Mit dem Hintergrund der Ferrari-Repräsentanz für Österreich wurde das Werk von 2017–2018 nach den Cl-Vorgaben von Ferrari mit einem Kostenaufwand von 4,5 Millionen Euro adaptiert. 2017 wurde bereits die Werkstatt in Betrieb genommen und auch der Autoverkauf lief allmählich an. Die offizielle Eröffnung fand im Beisein vieler Ferrari-Besitzer und Prominenz Anfang 2018 statt.

Zur Zeit sind 19 qualifizierte Mitarbeiter unter der Führung des Brand-Managers Jens Svete am Standort Vösendorf tätig. 2019 konnten 60 Ferrari-Neuwagen und 35 Gebrauchtwagen abgesetzt werden. Für 2020 sind 70 Neuwagen und 50 Gebrauchtwagen geplant. 2019 wurde die Scuderia Gohm als „Officina Classiche“-Betrieb zertifiziert. Das heißt, hier werden über 20 Jahre alte Ferrari sach- und fachgerecht betreut.

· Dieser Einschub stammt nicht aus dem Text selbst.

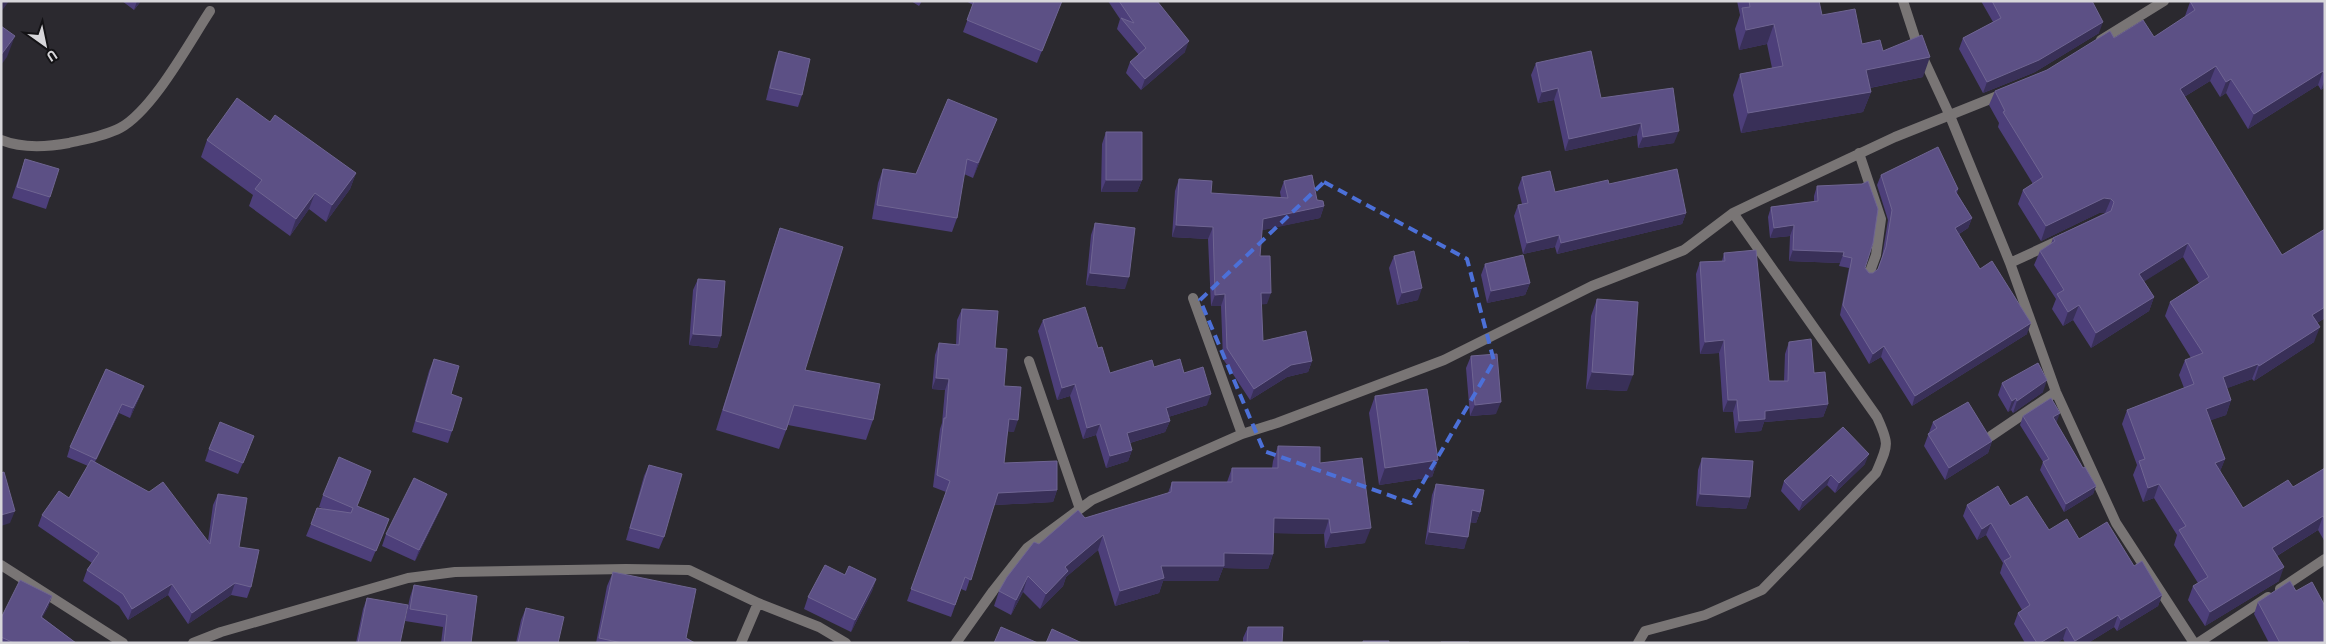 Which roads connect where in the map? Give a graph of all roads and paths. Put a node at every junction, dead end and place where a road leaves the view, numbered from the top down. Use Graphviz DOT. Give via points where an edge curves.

Nachdem das Betriebsobjekt schon jetzt völlig ausgelastet ist, wird das Parkdeck über der Werkstätte mit einer Decke versehen und ein Lift eingebaut, um die Fahrzeuglager-Kapazitäten zu erhöhen. Heute ist die Scuderia Gohm ein zeitgemäßes Autohaus, welches sicher noch weitere Jahrzehnte bestehen bleibt. Josef Stattherr ist stolz, dass auf dem ehemaligen FIAT-Betriebsgelände nun die italienische Parademarke Ferrari Einzug gehalten hat.